1.1 Überblick über die Vorschrift/Gesetzeszweck
Rz. 1
Stand: 6. A. – ET: 07/2024
Die Vorschrift des § 26c UStG stellt eine Strafvorschrift dar, mit der die organisierte Kriminalität – insbesondere Umsatzsteuerbetrug durch sog. Karussellgeschäfte – eingedämmt werden soll. So sollen auch Haushaltsausfälle und Wettbewerbsverzerrungen vermieden werden. Im Ergebnis soll § 26c UStG daher ebenso wie § 26a Abs. 1 UStG das Umsatzsteuer-Aufkommen sichern, indem beide die Unternehmer zur rechtzeitigen und vollständigen Erfüllung der gesetzlichen Zahlungsverpflichtungen anhalten (Kostecka in Weymüller, UStG, 2. Aufl. 2019, § 26c Rn. 3). Die Fälle der Schädigung des Umsatzsteuer-Aufkommens von geringerer Bedeutung belegt § 26a Abs. 1 UStG als Ordnungswidrigkeit mit einer Geldbuße. Nach § 26c macht sich der Täter hingegen strafbar, wenn die Gefährdung des Steueraufkommens wegen der Art seines Vorgehens besonders groß ist.

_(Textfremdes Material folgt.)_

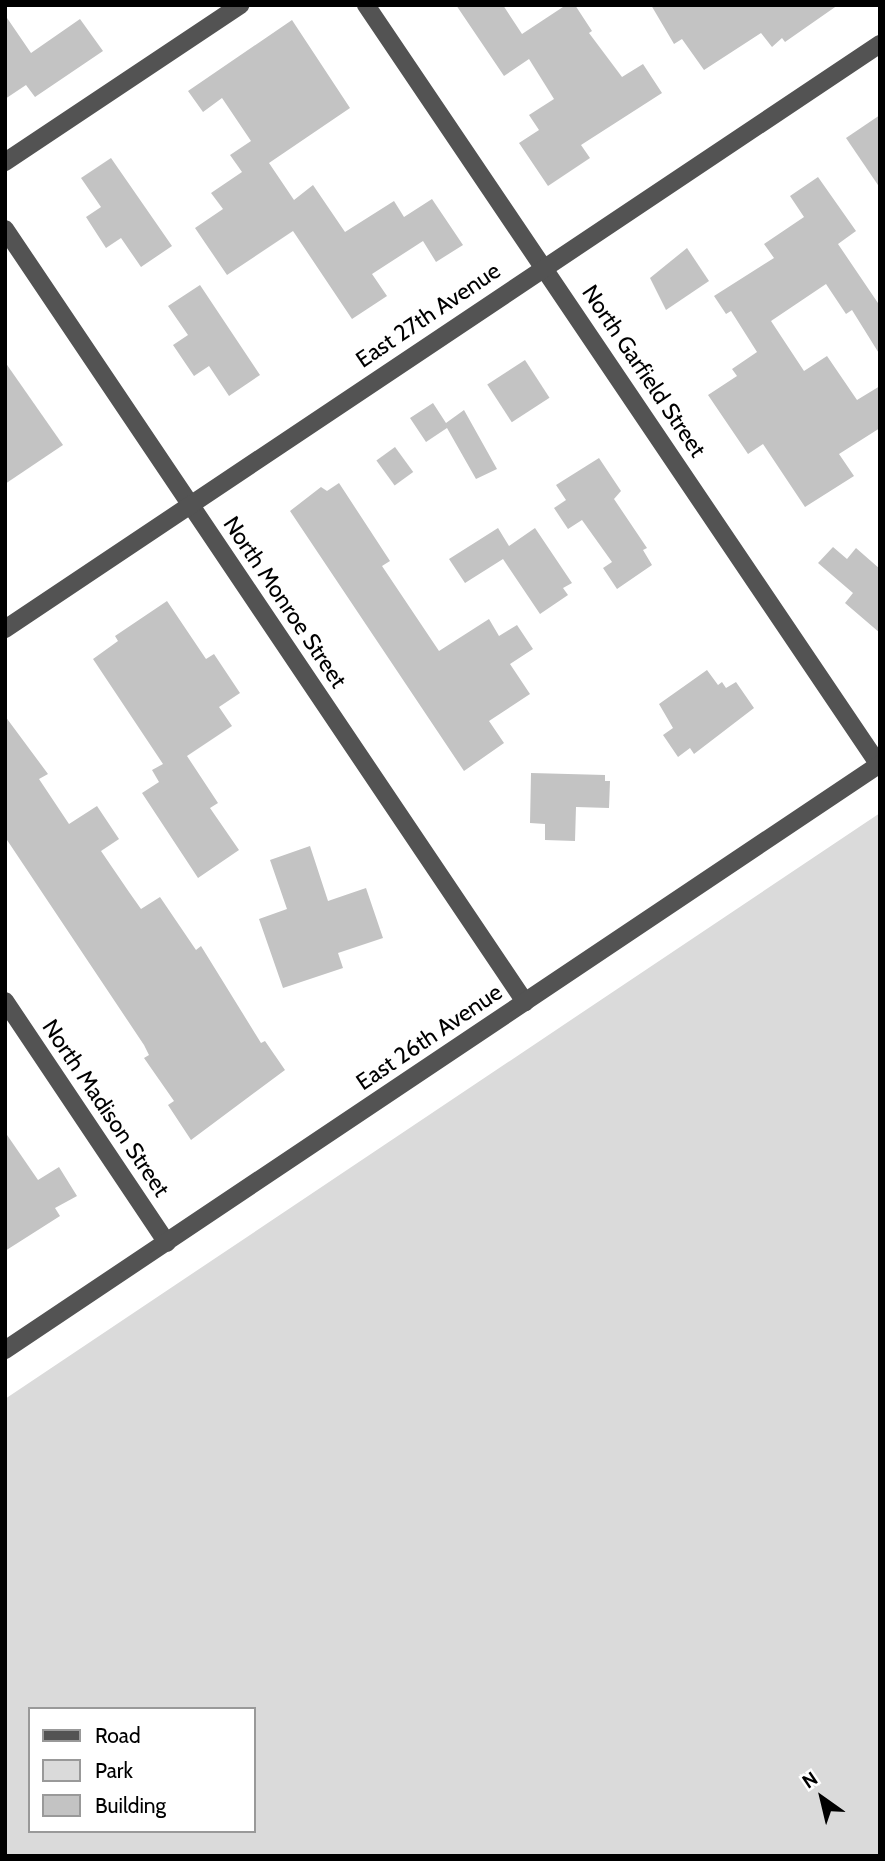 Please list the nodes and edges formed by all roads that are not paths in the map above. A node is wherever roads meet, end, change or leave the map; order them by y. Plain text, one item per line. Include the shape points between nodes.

Die gewerbs- oder bandenmäßige Schädigung des Umsatzsteueraufkommens ist daher mit einer Freiheits- oder Geldstrafe bedroht. Mit dieser Vorschrift wird eine Regelungslücke für die Fälle geschlossen, in denen eine Bestrafung gem. § 370 AO mangels Erfüllung der objektiven Tatbestandsmerkmale nicht möglich ist.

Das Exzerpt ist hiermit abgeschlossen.